Write the data out again exactly and in full.

(Collected data entries)
++++++++++++++++++++

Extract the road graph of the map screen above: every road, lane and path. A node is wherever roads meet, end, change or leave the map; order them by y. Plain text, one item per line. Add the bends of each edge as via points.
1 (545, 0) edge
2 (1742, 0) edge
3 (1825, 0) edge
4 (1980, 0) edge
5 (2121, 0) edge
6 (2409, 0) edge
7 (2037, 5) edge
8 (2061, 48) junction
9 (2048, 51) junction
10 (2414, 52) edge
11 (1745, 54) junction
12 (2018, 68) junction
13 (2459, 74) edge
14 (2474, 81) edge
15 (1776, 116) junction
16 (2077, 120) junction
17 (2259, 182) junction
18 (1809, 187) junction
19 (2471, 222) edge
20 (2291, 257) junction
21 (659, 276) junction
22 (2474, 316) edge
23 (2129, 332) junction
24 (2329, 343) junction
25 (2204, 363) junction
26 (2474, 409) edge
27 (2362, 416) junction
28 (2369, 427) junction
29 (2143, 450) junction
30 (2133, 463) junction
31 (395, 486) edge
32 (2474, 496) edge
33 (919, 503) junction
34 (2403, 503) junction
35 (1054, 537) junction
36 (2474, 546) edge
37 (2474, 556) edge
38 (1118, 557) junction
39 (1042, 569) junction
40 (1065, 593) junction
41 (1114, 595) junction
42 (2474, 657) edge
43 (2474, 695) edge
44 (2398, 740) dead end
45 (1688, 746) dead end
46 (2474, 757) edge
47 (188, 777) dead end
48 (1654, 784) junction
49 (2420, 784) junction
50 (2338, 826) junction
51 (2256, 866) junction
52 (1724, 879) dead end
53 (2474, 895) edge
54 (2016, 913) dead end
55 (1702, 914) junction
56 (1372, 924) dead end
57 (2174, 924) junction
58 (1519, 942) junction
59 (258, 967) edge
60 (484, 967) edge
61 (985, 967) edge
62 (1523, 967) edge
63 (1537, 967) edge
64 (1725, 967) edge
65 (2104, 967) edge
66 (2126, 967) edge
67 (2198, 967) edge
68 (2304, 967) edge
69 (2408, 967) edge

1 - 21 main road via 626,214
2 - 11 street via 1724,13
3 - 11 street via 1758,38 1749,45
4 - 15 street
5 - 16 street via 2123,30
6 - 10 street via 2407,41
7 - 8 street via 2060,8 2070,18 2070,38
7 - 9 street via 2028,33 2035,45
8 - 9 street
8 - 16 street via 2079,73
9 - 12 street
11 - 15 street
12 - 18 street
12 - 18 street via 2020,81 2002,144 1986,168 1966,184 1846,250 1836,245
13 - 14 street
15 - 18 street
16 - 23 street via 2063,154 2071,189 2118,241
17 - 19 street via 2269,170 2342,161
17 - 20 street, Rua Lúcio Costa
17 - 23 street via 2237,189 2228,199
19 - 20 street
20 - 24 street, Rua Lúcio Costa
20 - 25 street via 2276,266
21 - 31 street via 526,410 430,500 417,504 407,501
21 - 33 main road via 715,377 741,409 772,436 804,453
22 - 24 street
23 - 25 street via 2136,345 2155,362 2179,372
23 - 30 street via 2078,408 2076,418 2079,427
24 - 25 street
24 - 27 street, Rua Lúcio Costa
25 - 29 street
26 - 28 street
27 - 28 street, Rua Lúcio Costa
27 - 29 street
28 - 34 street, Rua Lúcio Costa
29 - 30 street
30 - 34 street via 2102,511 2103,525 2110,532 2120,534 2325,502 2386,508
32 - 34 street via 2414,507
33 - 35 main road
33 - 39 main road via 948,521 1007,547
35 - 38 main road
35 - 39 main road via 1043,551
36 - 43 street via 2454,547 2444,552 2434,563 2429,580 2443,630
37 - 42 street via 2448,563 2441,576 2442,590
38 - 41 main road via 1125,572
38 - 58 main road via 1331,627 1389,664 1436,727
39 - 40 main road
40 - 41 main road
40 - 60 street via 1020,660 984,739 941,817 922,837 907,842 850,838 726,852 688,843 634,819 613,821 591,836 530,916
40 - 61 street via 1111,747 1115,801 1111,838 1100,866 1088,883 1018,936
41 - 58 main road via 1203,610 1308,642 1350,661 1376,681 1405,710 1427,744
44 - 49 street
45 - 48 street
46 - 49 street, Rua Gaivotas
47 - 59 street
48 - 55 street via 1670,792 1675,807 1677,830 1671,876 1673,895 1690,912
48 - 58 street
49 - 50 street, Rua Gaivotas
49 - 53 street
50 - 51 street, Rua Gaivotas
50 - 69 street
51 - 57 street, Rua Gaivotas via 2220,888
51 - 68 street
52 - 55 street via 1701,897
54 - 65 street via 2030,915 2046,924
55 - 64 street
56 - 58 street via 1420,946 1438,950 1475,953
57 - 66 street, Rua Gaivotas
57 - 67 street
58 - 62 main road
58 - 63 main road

++++++++++++++++++++

:: Task result ::
Extract the road graph of the map screen above: every road, lane and path. A node is wherever roads meet, end, change or leave the map; order them by y. Plain text, one item per line. Add the bends of each edge as via points.
1 (545, 0) edge
2 (1742, 0) edge
3 (1825, 0) edge
4 (1980, 0) edge
5 (2121, 0) edge
6 (2409, 0) edge
7 (2037, 5) edge
8 (2061, 48) junction
9 (2048, 51) junction
10 (2414, 52) edge
11 (1745, 54) junction
12 (2018, 68) junction
13 (2459, 74) edge
14 (2474, 81) edge
15 (1776, 116) junction
16 (2077, 120) junction
17 (2259, 182) junction
18 (1809, 187) junction
19 (2471, 222) edge
20 (2291, 257) junction
21 (659, 276) junction
22 (2474, 316) edge
23 (2129, 332) junction
24 (2329, 343) junction
25 (2204, 363) junction
26 (2474, 409) edge
27 (2362, 416) junction
28 (2369, 427) junction
29 (2143, 450) junction
30 (2133, 463) junction
31 (395, 486) edge
32 (2474, 496) edge
33 (919, 503) junction
34 (2403, 503) junction
35 (1054, 537) junction
36 (2474, 546) edge
37 (2474, 556) edge
38 (1118, 557) junction
39 (1042, 569) junction
40 (1065, 593) junction
41 (1114, 595) junction
42 (2474, 657) edge
43 (2474, 695) edge
44 (2398, 740) dead end
45 (1688, 746) dead end
46 (2474, 757) edge
47 (188, 777) dead end
48 (1654, 784) junction
49 (2420, 784) junction
50 (2338, 826) junction
51 (2256, 866) junction
52 (1724, 879) dead end
53 (2474, 895) edge
54 (2016, 913) dead end
55 (1702, 914) junction
56 (1372, 924) dead end
57 (2174, 924) junction
58 (1519, 942) junction
59 (258, 967) edge
60 (484, 967) edge
61 (985, 967) edge
62 (1523, 967) edge
63 (1537, 967) edge
64 (1725, 967) edge
65 (2104, 967) edge
66 (2126, 967) edge
67 (2198, 967) edge
68 (2304, 967) edge
69 (2408, 967) edge

1 - 21 main road via 626,214
2 - 11 street via 1724,13
3 - 11 street via 1758,38 1749,45
4 - 15 street
5 - 16 street via 2123,30
6 - 10 street via 2407,41
7 - 8 street via 2060,8 2070,18 2070,38
7 - 9 street via 2028,33 2035,45
8 - 9 street
8 - 16 street via 2079,73
9 - 12 street
11 - 15 street
12 - 18 street
12 - 18 street via 2020,81 2002,144 1986,168 1966,184 1846,250 1836,245
13 - 14 street
15 - 18 street
16 - 23 street via 2063,154 2071,189 2118,241
17 - 19 street via 2269,170 2342,161
17 - 20 street, Rua Lúcio Costa
17 - 23 street via 2237,189 2228,199
19 - 20 street
20 - 24 street, Rua Lúcio Costa
20 - 25 street via 2276,266
21 - 31 street via 526,410 430,500 417,504 407,501
21 - 33 main road via 715,377 741,409 772,436 804,453
22 - 24 street
23 - 25 street via 2136,345 2155,362 2179,372
23 - 30 street via 2078,408 2076,418 2079,427
24 - 25 street
24 - 27 street, Rua Lúcio Costa
25 - 29 street
26 - 28 street
27 - 28 street, Rua Lúcio Costa
27 - 29 street
28 - 34 street, Rua Lúcio Costa
29 - 30 street
30 - 34 street via 2102,511 2103,525 2110,532 2120,534 2325,502 2386,508
32 - 34 street via 2414,507
33 - 35 main road
33 - 39 main road via 948,521 1007,547
35 - 38 main road
35 - 39 main road via 1043,551
36 - 43 street via 2454,547 2444,552 2434,563 2429,580 2443,630
37 - 42 street via 2448,563 2441,576 2442,590
38 - 41 main road via 1125,572
38 - 58 main road via 1331,627 1389,664 1436,727
39 - 40 main road
40 - 41 main road
40 - 60 street via 1020,660 984,739 941,817 922,837 907,842 850,838 726,852 688,843 634,819 613,821 591,836 530,916
40 - 61 street via 1111,747 1115,801 1111,838 1100,866 1088,883 1018,936
41 - 58 main road via 1203,610 1308,642 1350,661 1376,681 1405,710 1427,744
44 - 49 street
45 - 48 street
46 - 49 street, Rua Gaivotas
47 - 59 street
48 - 55 street via 1670,792 1675,807 1677,830 1671,876 1673,895 1690,912
48 - 58 street
49 - 50 street, Rua Gaivotas
49 - 53 street
50 - 51 street, Rua Gaivotas
50 - 69 street
51 - 57 street, Rua Gaivotas via 2220,888
51 - 68 street
52 - 55 street via 1701,897
54 - 65 street via 2030,915 2046,924
55 - 64 street
56 - 58 street via 1420,946 1438,950 1475,953
57 - 66 street, Rua Gaivotas
57 - 67 street
58 - 62 main road
58 - 63 main road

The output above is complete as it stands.